トヨタ自動車が電気自動車(EV)の生産体制を大幅に強化する方針を固めた。日本、米国、中国の主要市場において新たな投資を実施し、2030年までに世界販売台数350万台を目指す。これは同社が掲げる電動化戦略の重要な柱となる。
日米中での生産拡大
トヨタは日本国内では、愛知県の田原工場や九州工場などでEV生産ラインを新設する。米国ではケンタッキー工場に加え、新たにノースカロライナ州に電池工場を建設する。中国では広州汽車との合弁会社を通じて、EV専用工場を稼働させる計画だ。
投資額と目標
総投資額は5兆円規模に上る見込みで、うち半分以上を電池開発に充てる。2026年までに次世代電池を搭載したEVを投入し、航続距離を現在の1.5倍に延ばす。また、2025年には北米市場向けの大型EVも発売予定だ。

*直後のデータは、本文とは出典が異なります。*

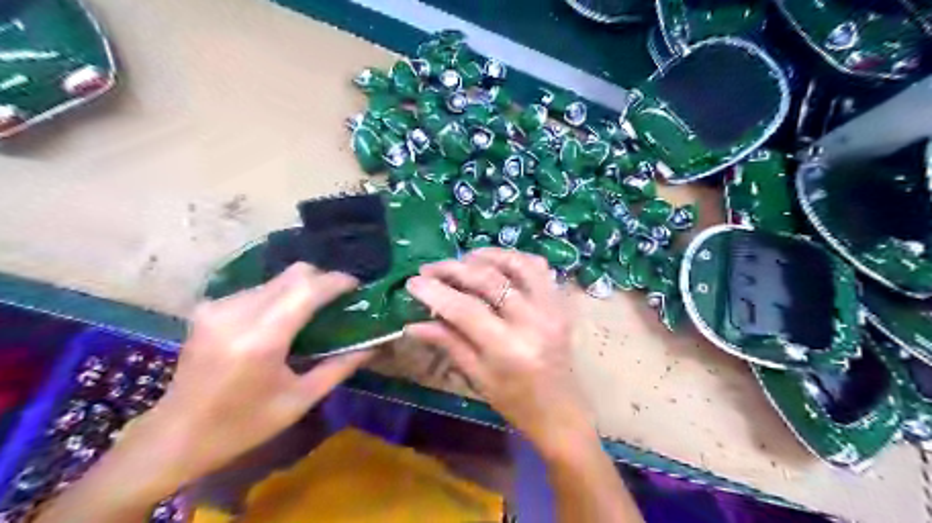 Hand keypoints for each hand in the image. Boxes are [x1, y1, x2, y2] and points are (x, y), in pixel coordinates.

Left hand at [141, 263, 370, 487]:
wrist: (175, 436)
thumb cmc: (243, 425)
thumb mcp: (299, 400)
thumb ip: (340, 367)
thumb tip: (373, 345)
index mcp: (261, 340)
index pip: (307, 289)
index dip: (336, 281)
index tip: (357, 286)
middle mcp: (237, 314)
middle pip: (292, 274)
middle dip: (322, 279)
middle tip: (339, 299)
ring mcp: (218, 307)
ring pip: (276, 279)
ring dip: (300, 288)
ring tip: (313, 311)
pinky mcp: (208, 308)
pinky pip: (257, 289)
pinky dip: (278, 296)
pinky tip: (282, 320)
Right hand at [406, 250, 596, 456]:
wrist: (561, 412)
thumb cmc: (516, 402)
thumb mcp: (477, 377)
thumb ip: (448, 343)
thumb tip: (413, 324)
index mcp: (508, 348)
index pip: (465, 309)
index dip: (436, 291)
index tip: (412, 281)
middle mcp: (533, 321)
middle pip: (489, 280)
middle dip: (454, 269)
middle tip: (430, 268)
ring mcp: (552, 308)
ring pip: (518, 264)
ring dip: (486, 256)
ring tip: (462, 259)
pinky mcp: (561, 303)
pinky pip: (539, 268)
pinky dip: (515, 259)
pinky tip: (496, 264)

トヨタはこれまでハイブリッド車(HV)で先行してきたが、EV市場の急成長を受け、戦略転換を迫られている。特に中国市場ではBYDなど地元メーカーが台頭しており、競争が激化している。
サプライチェーンの見直し
同社は、EV生産の効率化を図るため、サプライチェーン全体の見直しを進める。部品の共通化やモジュール化を推進し、コスト削減を目指す。また、半導体や電池材料の安定調達に向け、パートナー企業との連携を強化する。
トヨタの新戦略は、自動車業界の電動化シフトを加速させる可能性がある。今後の動向が注目される。